▶ _Brief_: Straight copy, no pictures: transcribe each entry as it stands.
___ Material provided
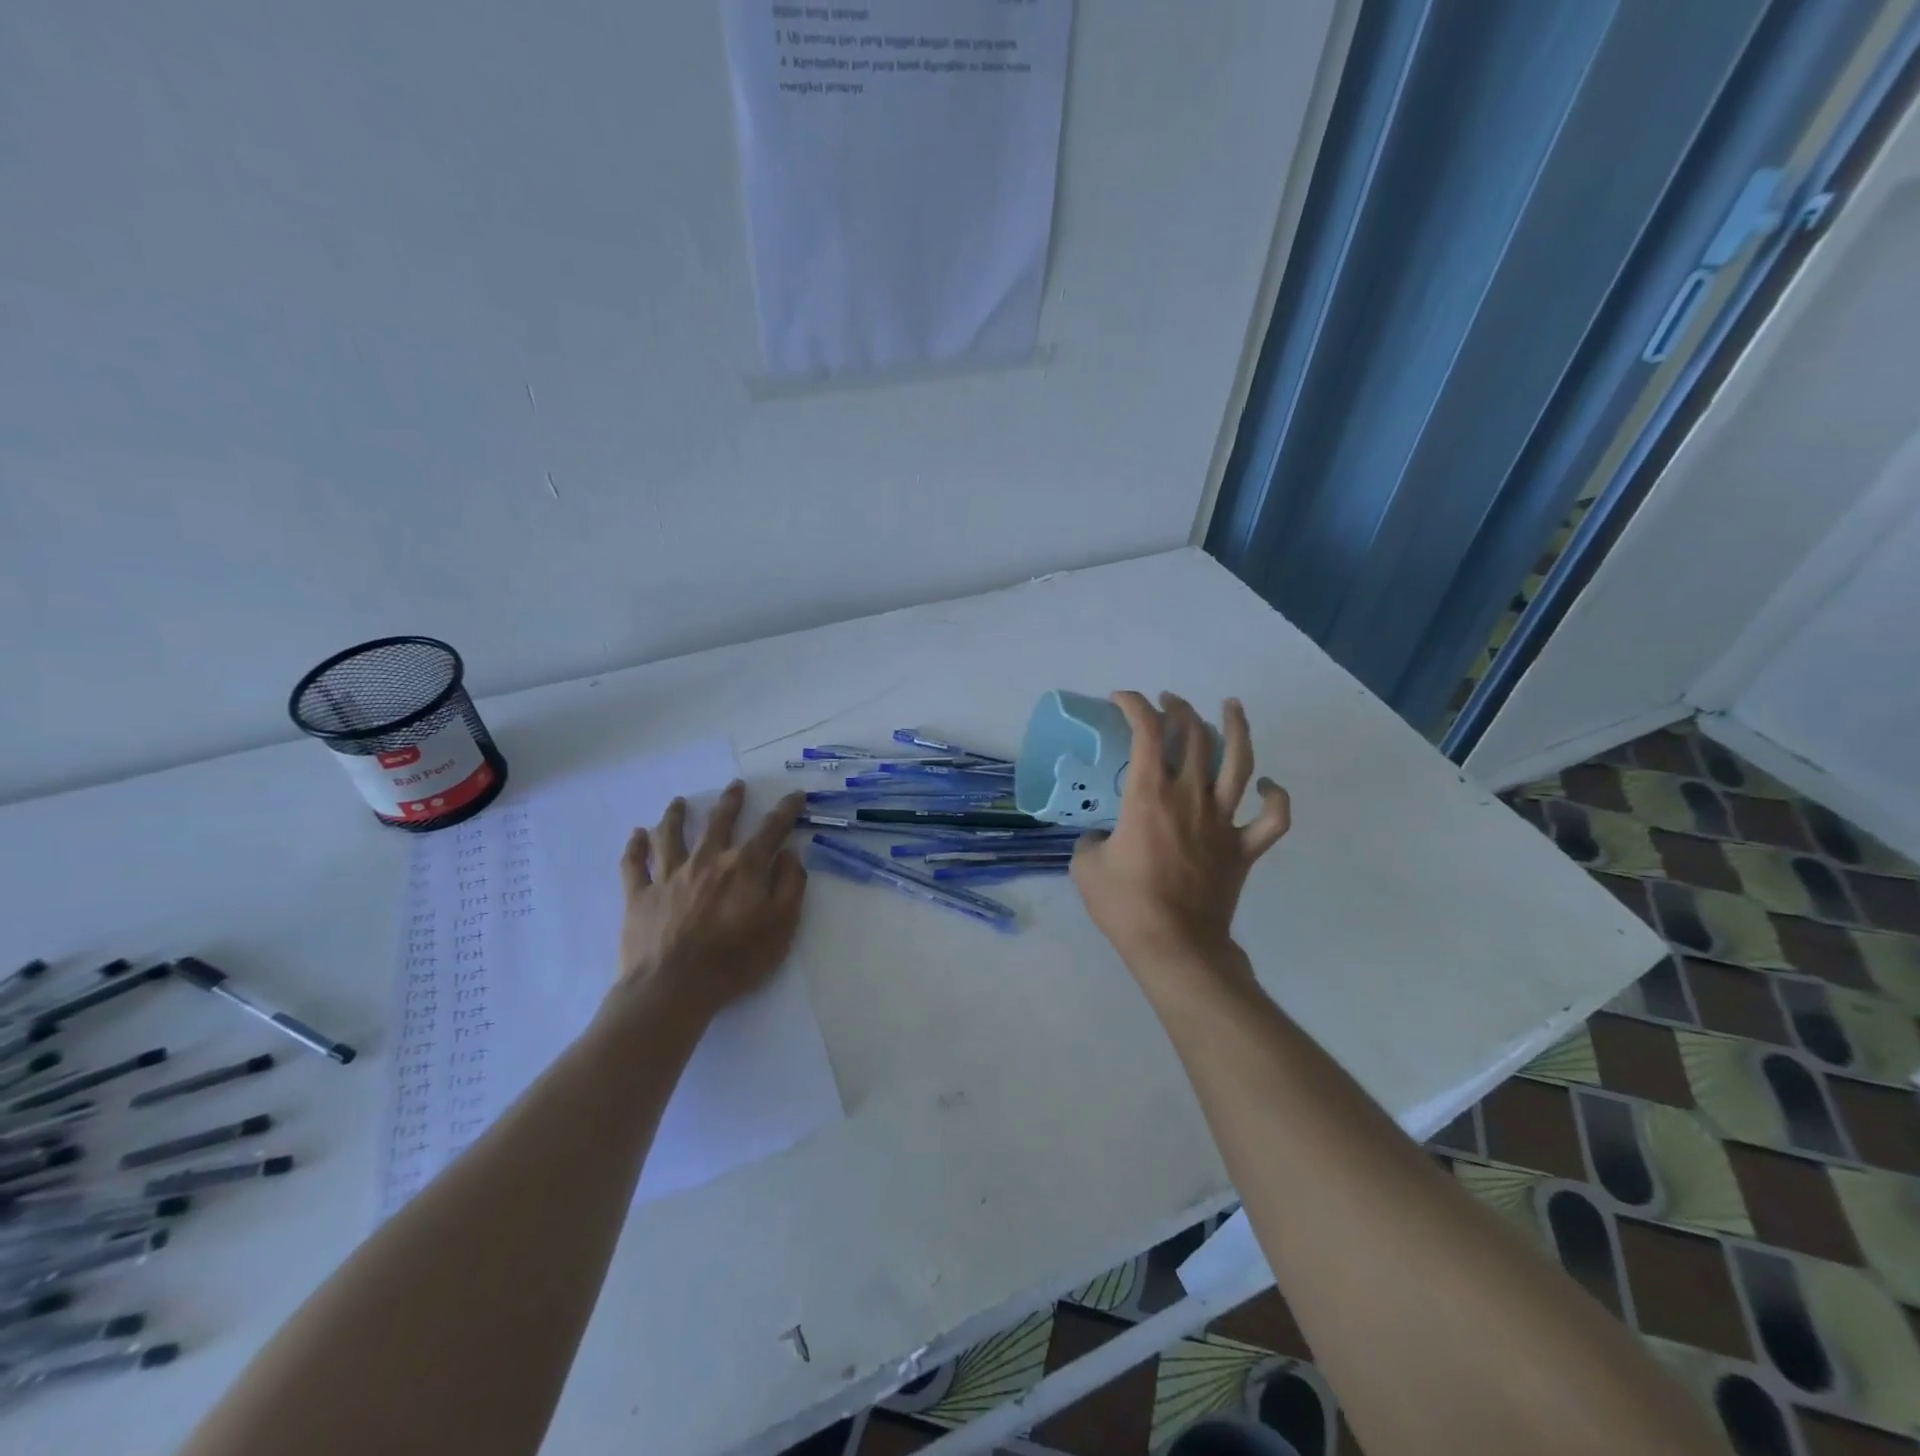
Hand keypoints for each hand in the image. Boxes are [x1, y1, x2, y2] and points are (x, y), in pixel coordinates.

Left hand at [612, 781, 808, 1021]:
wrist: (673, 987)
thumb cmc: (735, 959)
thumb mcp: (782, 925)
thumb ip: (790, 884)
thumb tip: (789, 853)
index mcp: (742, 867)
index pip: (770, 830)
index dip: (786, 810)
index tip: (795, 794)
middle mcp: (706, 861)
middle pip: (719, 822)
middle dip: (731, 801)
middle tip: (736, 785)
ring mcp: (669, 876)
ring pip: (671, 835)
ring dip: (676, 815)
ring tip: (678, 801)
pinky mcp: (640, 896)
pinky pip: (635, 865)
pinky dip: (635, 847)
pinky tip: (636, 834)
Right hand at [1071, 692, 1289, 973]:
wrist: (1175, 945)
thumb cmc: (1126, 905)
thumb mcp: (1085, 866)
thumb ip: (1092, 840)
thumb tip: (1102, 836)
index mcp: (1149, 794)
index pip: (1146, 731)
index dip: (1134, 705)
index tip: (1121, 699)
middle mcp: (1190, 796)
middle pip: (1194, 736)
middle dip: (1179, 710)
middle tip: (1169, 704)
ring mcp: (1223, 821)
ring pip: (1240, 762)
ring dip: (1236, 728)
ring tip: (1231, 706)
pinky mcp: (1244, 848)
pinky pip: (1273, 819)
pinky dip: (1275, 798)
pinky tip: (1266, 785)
______
▶ _Task answer_:
Hand keypoints for each hand in the image. Boxes are [x1, y1, x2, y2] and points are (x, y), in pixel coordinates.

Left hand at [612, 781, 808, 1021]:
wrist: (673, 987)
thumb cmc: (735, 959)
thumb mcp: (782, 925)
thumb ip: (790, 884)
thumb tip: (789, 853)
index mcp: (742, 867)
index pip: (770, 830)
index dip: (786, 810)
index tip: (795, 794)
middle mcp: (706, 861)
middle pip: (719, 822)
middle dip: (731, 801)
middle tip: (736, 785)
ring mcp: (669, 876)
ring pip: (671, 835)
ring dip: (676, 815)
ring tip: (678, 801)
pinky mcp: (640, 896)
pinky pip: (635, 865)
pinky dip: (635, 847)
pinky tip: (636, 834)
Right hand at [1071, 692, 1289, 973]:
wrist: (1175, 945)
thumb cmc: (1126, 905)
thumb mcp: (1085, 866)
thumb ip: (1092, 840)
thumb tip: (1102, 836)
index mcp: (1149, 794)
index pip: (1146, 731)
index dip: (1134, 705)
index tip: (1121, 699)
middle mcp: (1190, 796)
middle pip: (1194, 736)
middle dip: (1179, 710)
middle tip: (1169, 704)
ring mcp: (1223, 821)
ring pip: (1240, 762)
ring dip: (1236, 728)
ring tip: (1231, 706)
pinky mcp: (1244, 848)
pinky pip: (1273, 819)
pinky dip: (1275, 798)
pinky tip: (1266, 785)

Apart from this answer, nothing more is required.